Стояла хорошая погода, немного морозная и безветренная; в ясные дни было видно далеко. И Бертолетов не упускал случая: всё проверял на местности иные свои расчёты. В один из таких погожих дней он опять увлёк Надю к тому каменному мосту, опять достал из кармашка хронометр, что-то рисовал на клочке бумаги:

— Вот, смотри... С моста карета поворачивает налево и едет немного медленнее. Как раз есть время подготовить бомбу. Это замечательно! Я готовлю её, читаю «Отче наш», бросаю... — он оглядел мостовую, покрытую грязным слоем снега, накатанного полозьями до состояния льда. — Стоять я должен вот здесь — за столбом.
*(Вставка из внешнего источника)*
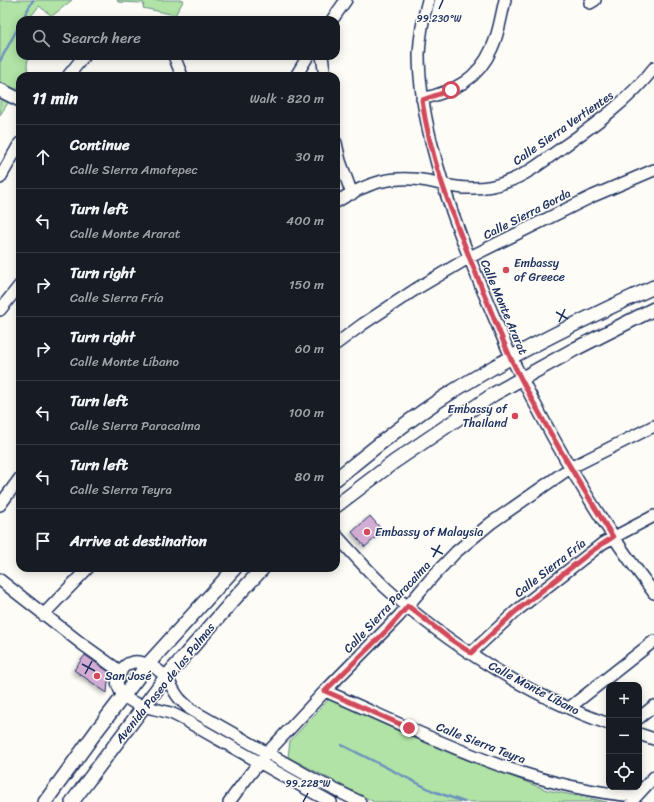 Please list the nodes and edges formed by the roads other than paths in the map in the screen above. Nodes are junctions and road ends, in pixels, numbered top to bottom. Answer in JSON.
{"nodes":[{"id":1,"x":346,"y":0,"type":"edge"},
{"id":2,"x":428,"y":0,"type":"edge"},
{"id":3,"x":506,"y":0,"type":"edge"},
{"id":4,"x":335,"y":16,"type":"edge"},
{"id":5,"x":81,"y":60,"type":"edge"},
{"id":6,"x":176,"y":60,"type":"edge"},
{"id":7,"x":306,"y":60,"type":"edge"},
{"id":8,"x":323,"y":60,"type":"edge"},
{"id":9,"x":654,"y":68,"type":"edge"},
{"id":10,"x":71,"y":72,"type":"edge"},
{"id":11,"x":180,"y":72,"type":"edge"},
{"id":12,"x":298,"y":72,"type":"edge"},
{"id":13,"x":324,"y":72,"type":"edge"},
{"id":14,"x":0,"y":90,"type":"edge"},
{"id":15,"x":16,"y":98,"type":"edge"},
{"id":16,"x":422,"y":100,"type":"junction"},
{"id":17,"x":16,"y":150,"type":"edge"},
{"id":18,"x":340,"y":161,"type":"edge"},
{"id":19,"x":654,"y":170,"type":"edge"},
{"id":20,"x":0,"y":178,"type":"edge"},
{"id":21,"x":442,"y":185,"type":"junction"},
{"id":22,"x":352,"y":194,"type":"junction"},
{"id":23,"x":340,"y":200,"type":"edge"},
{"id":24,"x":470,"y":257,"type":"junction"},
{"id":25,"x":654,"y":287,"type":"edge"},
{"id":26,"x":16,"y":289,"type":"edge"},
{"id":27,"x":654,"y":309,"type":"edge"},
{"id":28,"x":0,"y":310,"type":"edge"},
{"id":29,"x":340,"y":341,"type":"edge"},
{"id":30,"x":511,"y":357,"type":"junction"},
{"id":31,"x":522,"y":379,"type":"junction"},
{"id":32,"x":654,"y":426,"type":"edge"},
{"id":33,"x":570,"y":468,"type":"junction"},
{"id":34,"x":340,"y":476,"type":"edge"},
{"id":35,"x":16,"y":483,"type":"edge"},
{"id":36,"x":340,"y":503,"type":"edge"},
{"id":37,"x":0,"y":505,"type":"edge"},
{"id":38,"x":654,"y":516,"type":"edge"},
{"id":39,"x":613,"y":537,"type":"junction"},
{"id":40,"x":340,"y":539,"type":"edge"},
{"id":41,"x":84,"y":572,"type":"edge"},
{"id":42,"x":231,"y":572,"type":"edge"},
{"id":43,"x":259,"y":572,"type":"edge"},
{"id":44,"x":0,"y":580,"type":"edge"},
{"id":45,"x":654,"y":593,"type":"edge"},
{"id":46,"x":408,"y":606,"type":"junction"},
{"id":47,"x":43,"y":615,"type":"junction"},
{"id":48,"x":654,"y":641,"type":"edge"},
{"id":49,"x":471,"y":653,"type":"junction"},
{"id":50,"x":148,"y":664,"type":"junction"},
{"id":51,"x":121,"y":672,"type":"junction"},
{"id":52,"x":166,"y":677,"type":"junction"},
{"id":53,"x":325,"y":691,"type":"junction"},
{"id":54,"x":124,"y":695,"type":"junction"},
{"id":55,"x":654,"y":706,"type":"edge"},
{"id":56,"x":143,"y":707,"type":"junction"},
{"id":57,"x":568,"y":708,"type":"junction"},
{"id":58,"x":642,"y":716,"type":"edge"},
{"id":59,"x":606,"y":723,"type":"edge"},
{"id":60,"x":642,"y":735,"type":"edge"},
{"id":61,"x":654,"y":739,"type":"edge"},
{"id":62,"x":268,"y":752,"type":"junction"},
{"id":63,"x":260,"y":762,"type":"junction"},
{"id":64,"x":654,"y":777,"type":"edge"},
{"id":65,"x":633,"y":799,"type":"edge"},
{"id":66,"x":45,"y":802,"type":"edge"},
{"id":67,"x":72,"y":802,"type":"edge"},
{"id":68,"x":229,"y":802,"type":"edge"},
{"id":69,"x":331,"y":802,"type":"edge"},
{"id":70,"x":360,"y":802,"type":"edge"}],
"edges":[{"from":1,"to":4,"type":"street"},
{"from":2,"to":16,"type":"street","name":"Calle Monte Ararat"},
{"from":3,"to":16,"type":"street"},
{"from":5,"to":10,"type":"street"},
{"from":6,"to":11,"type":"street"},
{"from":7,"to":12,"type":"street"},
{"from":8,"to":13,"type":"street"},
{"from":9,"to":21,"type":"street","name":"Calle Sierra Vertientes"},
{"from":14,"to":15,"type":"main road"},
{"from":16,"to":21,"type":"street","name":"Calle Monte Ararat"},
{"from":17,"to":20,"type":"street"},
{"from":18,"to":22,"type":"street"},
{"from":19,"to":24,"type":"street","name":"Calle Sierra Gorda"},
{"from":21,"to":22,"type":"street","name":"Calle Sierra Vertientes"},
{"from":21,"to":24,"type":"street","name":"Calle Monte Ararat"},
{"from":22,"to":23,"type":"street","name":"Calle Sierra Vertientes"},
{"from":24,"to":29,"type":"street","name":"Calle Sierra Gorda"},
{"from":24,"to":30,"type":"street","name":"Calle Monte Ararat"},
{"from":25,"to":30,"type":"main road"},
{"from":26,"to":28,"type":"street"},
{"from":27,"to":31,"type":"main road"},
{"from":30,"to":31,"type":"street","name":"Calle Monte Ararat"},
{"from":30,"to":34,"type":"main road"},
{"from":31,"to":33,"type":"street","name":"Calle Monte Ararat"},
{"from":31,"to":36,"type":"main road"},
{"from":32,"to":33,"type":"street","name":"Calle Sierra Paracaima"},
{"from":33,"to":39,"type":"street","name":"Calle Monte Ararat"},
{"from":33,"to":46,"type":"street","name":"Calle Sierra Paracaima"},
{"from":35,"to":37,"type":"street"},
{"from":38,"to":39,"type":"street","name":"Calle Sierra Fría"},
{"from":39,"to":45,"type":"street","name":"Calle Monte Ararat"},
{"from":39,"to":49,"type":"street","name":"Calle Sierra Fría"},
{"from":40,"to":46,"type":"street","name":"Calle Monte Líbano"},
{"from":41,"to":47,"type":"street"},
{"from":42,"to":50,"type":"main road","name":"Avenida Paseo de las Palmas"},
{"from":43,"to":52,"type":"main road","name":"Avenida Paseo de las Palmas"},
{"from":44,"to":47,"type":"street"},
{"from":46,"to":49,"type":"street","name":"Calle Monte Líbano"},
{"from":46,"to":53,"type":"street","name":"Calle Sierra Paracaima"},
{"from":47,"to":51,"type":"street"},
{"from":48,"to":57,"type":"street"},
{"from":49,"to":57,"type":"street","name":"Calle Monte Líbano"},
{"from":50,"to":51,"type":"street"},
{"from":50,"to":52,"type":"street"},
{"from":50,"to":54,"type":"main road","name":"Avenida Paseo de las Palmas"},
{"from":51,"to":54,"type":"street"},
{"from":52,"to":56,"type":"main road","name":"Avenida Paseo de las Palmas"},
{"from":52,"to":62,"type":"street"},
{"from":53,"to":62,"type":"street","name":"Calle Sierra Paracaima"},
{"from":53,"to":65,"type":"street","name":"Calle Sierra Teyra"},
{"from":54,"to":56,"type":"street"},
{"from":54,"to":66,"type":"main road","name":"Avenida Paseo de las Palmas"},
{"from":55,"to":58,"type":"street"},
{"from":56,"to":63,"type":"street"},
{"from":56,"to":67,"type":"main road","name":"Avenida Paseo de las Palmas"},
{"from":57,"to":59,"type":"street","name":"Calle Monte Líbano"},
{"from":60,"to":61,"type":"street"},
{"from":62,"to":63,"type":"street","name":"Calle Sierra Paracaima"},
{"from":62,"to":70,"type":"street"},
{"from":63,"to":68,"type":"street","name":"Calle Sierra Paracaima"},
{"from":63,"to":69,"type":"street"},
{"from":64,"to":65,"type":"street"}]}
Должен подгадать: когда со мной поравняется карета, между нами должен быть столб. Во-первых, столб несколько заслоняет охране обзор; они будут видеть более столб, чем меня. Во-вторых... что много важнее... при взрыве осколки полетят, а столб закроет меня от них; если и ранит, то несильно — в плечо, в руку... ибо голова и корпус будут заслонены...
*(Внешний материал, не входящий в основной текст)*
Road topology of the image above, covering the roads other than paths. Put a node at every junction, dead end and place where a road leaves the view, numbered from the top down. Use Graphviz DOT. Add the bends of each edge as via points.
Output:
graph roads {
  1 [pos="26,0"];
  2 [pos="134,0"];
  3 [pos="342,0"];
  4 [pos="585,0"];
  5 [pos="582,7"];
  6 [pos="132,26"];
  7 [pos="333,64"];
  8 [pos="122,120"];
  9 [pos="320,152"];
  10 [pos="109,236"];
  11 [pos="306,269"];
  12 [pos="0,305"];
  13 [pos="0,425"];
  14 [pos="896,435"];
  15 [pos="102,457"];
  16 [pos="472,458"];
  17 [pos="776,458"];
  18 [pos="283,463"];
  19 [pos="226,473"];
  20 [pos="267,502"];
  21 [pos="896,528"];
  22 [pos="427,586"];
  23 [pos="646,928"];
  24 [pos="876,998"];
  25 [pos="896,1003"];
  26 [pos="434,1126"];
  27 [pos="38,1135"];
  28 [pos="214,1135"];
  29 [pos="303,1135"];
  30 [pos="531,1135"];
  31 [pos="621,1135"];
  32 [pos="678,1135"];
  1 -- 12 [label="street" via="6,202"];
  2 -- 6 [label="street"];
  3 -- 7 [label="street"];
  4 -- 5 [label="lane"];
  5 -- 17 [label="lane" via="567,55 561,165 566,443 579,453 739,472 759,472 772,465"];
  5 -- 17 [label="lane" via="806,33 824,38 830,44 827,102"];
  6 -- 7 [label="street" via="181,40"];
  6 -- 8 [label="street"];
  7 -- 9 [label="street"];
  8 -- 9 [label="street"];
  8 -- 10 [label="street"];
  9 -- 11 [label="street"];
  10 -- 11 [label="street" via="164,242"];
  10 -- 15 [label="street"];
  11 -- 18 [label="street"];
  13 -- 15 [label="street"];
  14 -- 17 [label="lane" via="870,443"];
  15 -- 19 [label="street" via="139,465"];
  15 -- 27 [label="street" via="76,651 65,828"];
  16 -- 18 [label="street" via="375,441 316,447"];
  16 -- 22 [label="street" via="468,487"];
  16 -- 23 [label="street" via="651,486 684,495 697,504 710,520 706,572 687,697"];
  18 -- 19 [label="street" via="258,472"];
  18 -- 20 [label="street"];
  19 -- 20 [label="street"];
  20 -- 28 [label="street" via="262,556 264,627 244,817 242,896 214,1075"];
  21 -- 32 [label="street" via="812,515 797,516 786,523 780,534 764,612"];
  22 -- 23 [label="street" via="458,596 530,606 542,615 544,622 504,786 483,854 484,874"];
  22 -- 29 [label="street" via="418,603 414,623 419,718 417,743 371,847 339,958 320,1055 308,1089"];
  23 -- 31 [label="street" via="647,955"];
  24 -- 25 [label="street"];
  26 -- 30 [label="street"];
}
Тут вдруг без всякого перехода Бертолетов сказал:

— И самодержца надо взорвать. Он русскому народу — первый враг.

Надя оглянулась испуганно — не слышал ли кто?
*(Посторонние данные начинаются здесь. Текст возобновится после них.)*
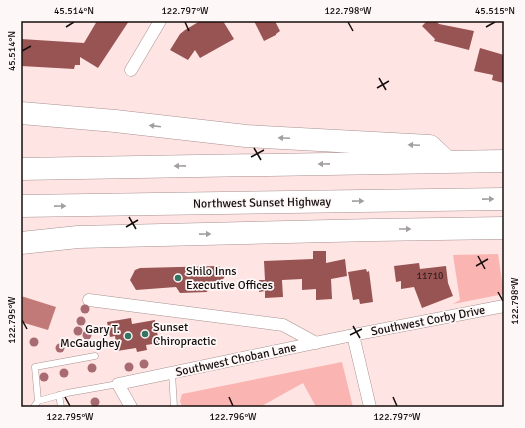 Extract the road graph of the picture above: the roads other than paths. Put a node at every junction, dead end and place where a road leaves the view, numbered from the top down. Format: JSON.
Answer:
{"nodes":[{"id":1,"x":160,"y":21,"type":"edge"},
{"id":2,"x":131,"y":70,"type":"dead end"},
{"id":3,"x":21,"y":113,"type":"edge"},
{"id":4,"x":504,"y":161,"type":"edge"},
{"id":5,"x":447,"y":162,"type":"junction"},
{"id":6,"x":21,"y":169,"type":"edge"},
{"id":7,"x":504,"y":199,"type":"edge"},
{"id":8,"x":21,"y":206,"type":"edge"},
{"id":9,"x":504,"y":228,"type":"edge"},
{"id":10,"x":21,"y":232,"type":"edge"},
{"id":11,"x":78,"y":237,"type":"junction"},
{"id":12,"x":21,"y":243,"type":"edge"},
{"id":13,"x":89,"y":300,"type":"dead end"},
{"id":14,"x":504,"y":306,"type":"edge"},
{"id":15,"x":353,"y":335,"type":"junction"},
{"id":16,"x":316,"y":343,"type":"junction"},
{"id":17,"x":96,"y":356,"type":"dead end"},
{"id":18,"x":172,"y":373,"type":"junction"},
{"id":19,"x":118,"y":384,"type":"junction"},
{"id":20,"x":59,"y":396,"type":"junction"},
{"id":21,"x":38,"y":401,"type":"junction"},
{"id":22,"x":34,"y":407,"type":"edge"},
{"id":23,"x":61,"y":407,"type":"edge"},
{"id":24,"x":131,"y":407,"type":"edge"},
{"id":25,"x":174,"y":407,"type":"edge"},
{"id":26,"x":370,"y":407,"type":"edge"}],
"edges":[{"from":1,"to":2,"type":"street"},
{"from":5,"to":3,"type":"highway","one_way":true},
{"from":4,"to":5,"type":"highway"},
{"from":5,"to":6,"type":"highway","one_way":true},
{"from":8,"to":7,"type":"highway","name":"Northwest Sunset Highway","one_way":true},
{"from":11,"to":9,"type":"highway","one_way":true},
{"from":10,"to":11,"type":"highway"},
{"from":11,"to":12,"type":"highway"},
{"from":13,"to":16,"type":"street"},
{"from":14,"to":15,"type":"street","name":"Southwest Corby Drive"},
{"from":15,"to":16,"type":"street","name":"Southwest Choban Lane"},
{"from":15,"to":26,"type":"street"},
{"from":16,"to":18,"type":"street","name":"Southwest Choban Lane"},
{"from":17,"to":21,"type":"lane"},
{"from":18,"to":19,"type":"street","name":"Southwest Choban Lane"},
{"from":18,"to":25,"type":"lane"},
{"from":19,"to":20,"type":"lane"},
{"from":19,"to":24,"type":"street"},
{"from":20,"to":21,"type":"lane"},
{"from":20,"to":23,"type":"lane"},
{"from":21,"to":22,"type":"lane"}]}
— Да как же враг, если он народ этот освободил?

— Не спорю, освободил. Только на словах. Освободить-то освободил, а землю бедноте не дал. Ограбил он крестьян при «освобождении». Выкупные платежи были назначены непосильные. Налоги — не налоги, а удавки. Что делать народу с этой свободой, если ему не от чего прокормиться? Только и остаётся, что свободным подыхать. Помещики им землю не отдают. Ты это лучше меня знаешь. Наверное, слышала разговоры в Дворянском собрании...

Надя подумала, что слова о Дворянском собрании были произнесены Митей не просто так; должно быть, уколоть её хотел, и, быть может, потому хотел уколоть побольнее, что в самодержце она врага не видела, потому что относительно «свободы» русского народа сомневалась... проведя несколько месяцев с Бертолетовым, всё ещё сомневалась. Но уколоть у Мити Бертолетова не получилось, поскольку Надя верно поняла ход его мыслей и истолковала для себя слова его в смысле необидном.

Он между тем продолжал, говорил горячо и довольно громко, не очень-то беспокоясь о том, что его мог сейчас слышать кто-нибудь случайный:

— Помещики крестьянам землю не отдают — ту самую землю, какую сами никогда не обрабатывали, ту землю, которой крестьянин знает на ощупь каждый клочок и каждый комочек которой своим солёным потом полил и на какую уже по одному этому имеет больше прав, чем помещик, барин. Помещики продают землю богатеям, спекулянтам, тем же банкирам, — Бертолетов взглянул на Надежду испытующе и как бы с укором. — Или я не прав? Вы, Станские, свою землю продали?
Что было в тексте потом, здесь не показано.